What's the n-val? That's a lot of actors. Are they on a cloud provider?

bsparrow435 commented 10 years ago

n_val = 3 RiakCS cluster. Dedicated hardware in their own datacenter. Current cluster size is 6 nodes.

They have a streaming video use case so they update a small number of objects once every 2 seconds, another small group of objects once every 10 seconds, and then all other objects are written once and then read many times.

This vclock is from one of the 2 second update objects.

kellymclaughlin commented 10 years ago

Then this https://github.com/basho/riak_core/blob/develop/src/vclock.erl#L243. Now that Now and that HeadTime…aren't they always going to be the same time? So isn't the result of (Now - HeadTime) always going to be 0? And so we return the clock untouched. If somehow this is not true (how, anyone?) Pruning will proceed to trim the newest entry first.

I was playing around with a 3 node devrel cluster and a bucket with small_vclock set to 1 and big_vclock set to 2 and I definitey see cases where Now - HeadTime is not zero and is enough to trigger pruning. After that things are a mess as far as sibling count when concurent writes are happening.

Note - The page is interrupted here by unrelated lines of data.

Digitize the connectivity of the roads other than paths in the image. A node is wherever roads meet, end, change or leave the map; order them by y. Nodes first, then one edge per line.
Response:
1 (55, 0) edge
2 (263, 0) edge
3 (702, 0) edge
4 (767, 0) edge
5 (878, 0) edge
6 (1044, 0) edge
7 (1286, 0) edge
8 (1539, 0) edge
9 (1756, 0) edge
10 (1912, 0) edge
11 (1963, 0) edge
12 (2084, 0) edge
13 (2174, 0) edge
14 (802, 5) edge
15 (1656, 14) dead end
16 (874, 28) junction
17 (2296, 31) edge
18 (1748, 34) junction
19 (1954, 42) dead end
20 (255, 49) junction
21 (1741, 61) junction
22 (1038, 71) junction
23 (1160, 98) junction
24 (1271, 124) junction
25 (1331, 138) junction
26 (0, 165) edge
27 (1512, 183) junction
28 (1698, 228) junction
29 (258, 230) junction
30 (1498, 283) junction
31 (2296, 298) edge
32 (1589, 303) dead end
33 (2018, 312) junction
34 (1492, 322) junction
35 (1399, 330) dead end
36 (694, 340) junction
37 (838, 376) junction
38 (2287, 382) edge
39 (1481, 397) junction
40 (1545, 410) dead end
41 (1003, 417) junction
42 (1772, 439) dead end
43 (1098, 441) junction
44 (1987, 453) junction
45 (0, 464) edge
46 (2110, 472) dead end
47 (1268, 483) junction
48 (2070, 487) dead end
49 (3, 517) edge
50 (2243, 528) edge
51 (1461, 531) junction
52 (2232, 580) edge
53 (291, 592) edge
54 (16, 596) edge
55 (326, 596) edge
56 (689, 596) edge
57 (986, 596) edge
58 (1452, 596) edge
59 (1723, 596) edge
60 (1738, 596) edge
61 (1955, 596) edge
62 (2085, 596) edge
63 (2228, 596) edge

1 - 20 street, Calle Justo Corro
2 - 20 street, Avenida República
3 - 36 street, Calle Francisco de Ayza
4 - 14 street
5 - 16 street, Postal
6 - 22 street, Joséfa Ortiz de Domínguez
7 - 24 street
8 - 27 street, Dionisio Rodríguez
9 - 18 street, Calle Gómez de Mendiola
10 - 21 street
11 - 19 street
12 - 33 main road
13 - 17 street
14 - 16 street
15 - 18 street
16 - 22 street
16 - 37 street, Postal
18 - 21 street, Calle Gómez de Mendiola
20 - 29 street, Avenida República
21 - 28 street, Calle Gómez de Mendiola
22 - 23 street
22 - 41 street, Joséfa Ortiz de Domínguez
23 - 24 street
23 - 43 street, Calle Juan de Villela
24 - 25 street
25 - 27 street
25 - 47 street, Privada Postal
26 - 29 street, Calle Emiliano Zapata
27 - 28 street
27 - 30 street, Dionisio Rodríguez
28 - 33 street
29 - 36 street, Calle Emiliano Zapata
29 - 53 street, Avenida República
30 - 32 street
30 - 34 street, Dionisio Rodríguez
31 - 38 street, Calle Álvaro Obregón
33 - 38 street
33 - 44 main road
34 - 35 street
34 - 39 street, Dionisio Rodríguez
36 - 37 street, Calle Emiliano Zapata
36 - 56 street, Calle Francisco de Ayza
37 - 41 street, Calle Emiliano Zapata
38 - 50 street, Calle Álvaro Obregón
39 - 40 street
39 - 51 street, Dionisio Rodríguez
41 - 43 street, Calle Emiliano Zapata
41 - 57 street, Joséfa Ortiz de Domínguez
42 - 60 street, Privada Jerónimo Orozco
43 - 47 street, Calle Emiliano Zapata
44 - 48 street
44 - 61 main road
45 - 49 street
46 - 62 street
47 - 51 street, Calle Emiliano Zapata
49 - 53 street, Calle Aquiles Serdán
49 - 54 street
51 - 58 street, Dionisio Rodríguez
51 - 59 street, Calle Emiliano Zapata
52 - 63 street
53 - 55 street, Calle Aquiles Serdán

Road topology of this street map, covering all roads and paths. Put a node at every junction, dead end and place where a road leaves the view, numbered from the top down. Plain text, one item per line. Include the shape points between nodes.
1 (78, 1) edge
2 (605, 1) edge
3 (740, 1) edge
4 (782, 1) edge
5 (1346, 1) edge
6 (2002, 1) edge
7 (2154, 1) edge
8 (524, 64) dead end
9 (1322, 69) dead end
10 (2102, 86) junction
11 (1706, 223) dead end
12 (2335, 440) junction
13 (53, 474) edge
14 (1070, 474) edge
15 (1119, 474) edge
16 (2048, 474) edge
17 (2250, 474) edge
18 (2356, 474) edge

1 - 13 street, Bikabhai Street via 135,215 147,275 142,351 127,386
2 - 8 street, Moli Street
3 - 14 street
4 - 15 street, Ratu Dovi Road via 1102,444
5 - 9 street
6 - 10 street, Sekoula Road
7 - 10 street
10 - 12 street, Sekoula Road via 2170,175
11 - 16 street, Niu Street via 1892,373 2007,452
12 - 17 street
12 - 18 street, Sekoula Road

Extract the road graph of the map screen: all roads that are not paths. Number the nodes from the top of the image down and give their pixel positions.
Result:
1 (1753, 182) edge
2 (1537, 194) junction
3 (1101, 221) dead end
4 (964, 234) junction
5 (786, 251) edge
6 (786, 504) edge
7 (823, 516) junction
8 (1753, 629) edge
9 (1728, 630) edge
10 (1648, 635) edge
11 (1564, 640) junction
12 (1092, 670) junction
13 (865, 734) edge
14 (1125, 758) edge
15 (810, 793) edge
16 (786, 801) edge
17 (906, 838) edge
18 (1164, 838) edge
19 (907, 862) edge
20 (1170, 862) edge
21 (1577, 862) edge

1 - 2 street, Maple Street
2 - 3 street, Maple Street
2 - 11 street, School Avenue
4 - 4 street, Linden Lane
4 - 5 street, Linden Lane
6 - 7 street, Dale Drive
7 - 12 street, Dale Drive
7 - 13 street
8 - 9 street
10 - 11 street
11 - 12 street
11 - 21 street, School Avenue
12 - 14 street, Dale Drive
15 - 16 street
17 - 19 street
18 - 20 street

Basho-JIRA commented 9 years ago

Pretty sure this is a non-issue after all. Maybe some small investigation task is needed to confirm, but I think the original report was a "brain fart", and in fact, the oldest are dropped first (since the oldest timestamps are the smallest.)